As a dual degree candidate with the Kennedy School of Government at Harvard, Abdur-Rahim Syed, unlike most students at MIT Sloan, had two summers to dedicate to internships. Sure that he wanted to go into consulting after graduation, he spent the first of these with a large consulting firm, but, interestingly, over this past summer he took a completely different route by joining a very small team of interns at eBay. “I thought I owed it to myself,” he explains, “to peek behind the curtains to see what is on the other side of industry.” And it seems that this glimpse deep inside such a prominent and complex company has had a number of positive impacts on his future goals.
One of the things that drew Abdur-Rahim to eBay was the lean size of the team. As one of only six other interns working directly for CEO Meg Whitman, Abdur-Rahim worked to answer specific strategy questions coming from all of areas of the company's business units. It was a great opportunity, he says, to learn directly from the CEO herself. “I got to see how Meg Whitman operates, how she thinks, and it gave me a much better understanding, both intellectual and viscerally, of what it means to work in industry in terms of both the complexity of the organizational challenges that exist as well as the depth of knowledge you need to be successful.”
The question that Abdur-Rahim was assigned to tackle pertained to Generation-Y (people ages 13-27). At the beginning of the summer Meg Whitman explained she wanted to know what they are doing differently, why they are not shopping on eBay, and, perhaps most importantly, how they are changing the Web. Then, basically functioning as an entire consulting firm unto himself, Abdur-Rahim spent the rest of the summer, in his words, “running with it.”
“It was great,” he says. “It involved talking to people across all business units and their strategy teams and getting exposure to both the product line side of eBay as well as the strategy side. I had to bring together a product that was not only well-researched, but also that collated agreement and opinion across the firm itself.”

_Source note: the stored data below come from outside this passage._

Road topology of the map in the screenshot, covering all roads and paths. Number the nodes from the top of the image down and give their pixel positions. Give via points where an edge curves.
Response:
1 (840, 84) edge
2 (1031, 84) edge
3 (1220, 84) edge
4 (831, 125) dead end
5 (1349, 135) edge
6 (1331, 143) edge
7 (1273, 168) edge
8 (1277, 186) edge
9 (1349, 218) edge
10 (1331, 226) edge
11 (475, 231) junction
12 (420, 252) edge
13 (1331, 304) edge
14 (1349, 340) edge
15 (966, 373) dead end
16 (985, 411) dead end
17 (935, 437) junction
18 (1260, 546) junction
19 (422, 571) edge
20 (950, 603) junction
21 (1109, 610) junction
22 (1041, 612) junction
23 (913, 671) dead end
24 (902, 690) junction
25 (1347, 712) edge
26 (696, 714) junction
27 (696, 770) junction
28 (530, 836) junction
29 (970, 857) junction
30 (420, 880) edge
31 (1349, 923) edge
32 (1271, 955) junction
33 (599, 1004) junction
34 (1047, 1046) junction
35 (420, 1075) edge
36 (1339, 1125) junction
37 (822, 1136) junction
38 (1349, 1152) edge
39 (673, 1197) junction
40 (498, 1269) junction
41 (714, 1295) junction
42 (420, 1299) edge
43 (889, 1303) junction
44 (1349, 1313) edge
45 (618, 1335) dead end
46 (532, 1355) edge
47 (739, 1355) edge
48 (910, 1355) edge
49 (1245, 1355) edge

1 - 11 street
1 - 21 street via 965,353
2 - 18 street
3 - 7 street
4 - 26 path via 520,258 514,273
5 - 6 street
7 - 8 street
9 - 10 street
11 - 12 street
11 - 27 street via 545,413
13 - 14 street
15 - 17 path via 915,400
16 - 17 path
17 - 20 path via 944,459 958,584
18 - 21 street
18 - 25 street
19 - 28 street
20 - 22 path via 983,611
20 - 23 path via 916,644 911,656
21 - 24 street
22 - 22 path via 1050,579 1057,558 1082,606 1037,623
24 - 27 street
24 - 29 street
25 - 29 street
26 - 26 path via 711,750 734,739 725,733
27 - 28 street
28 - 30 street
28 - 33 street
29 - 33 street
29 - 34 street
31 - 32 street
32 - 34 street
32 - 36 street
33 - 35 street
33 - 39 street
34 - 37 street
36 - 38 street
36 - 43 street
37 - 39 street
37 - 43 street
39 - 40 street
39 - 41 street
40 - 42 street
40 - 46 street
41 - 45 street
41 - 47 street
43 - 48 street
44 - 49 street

The experience was definitely a challenge, says Abdur-Rahim, but then he has always been a person drawn to challenges. This is what brought him to MIT Sloan in the first place, and also why he thinks a career in consulting will be such a perfect fit for him. “It is a desire to be constantly faced by a steep learning curve,” he says. “Working in industry you have a steep learning curve at the start in terms of how well you know how your industry works, who your competitors are, who the players are, and how you operate, but after that it tends to flatten out. You get more efficient, but you are not faced with new learning constantly. So in terms of pure knowledge and what is out there to learn I think consulting gives you a really good opportunity to at all times keep learning new things and at all times keep being intellectually challenged.”
As for his experience in the high-tech sector, Abdur-Rahim says he found it invaluable. “I have come to appreciate how dynamic the high-tech space is, much more than before, especially the extent to which it is changing consumer behavior. I definitely do want to work in the high-tech sector, whether it is from an industry point of view down the road or from a consulting point of view right now.”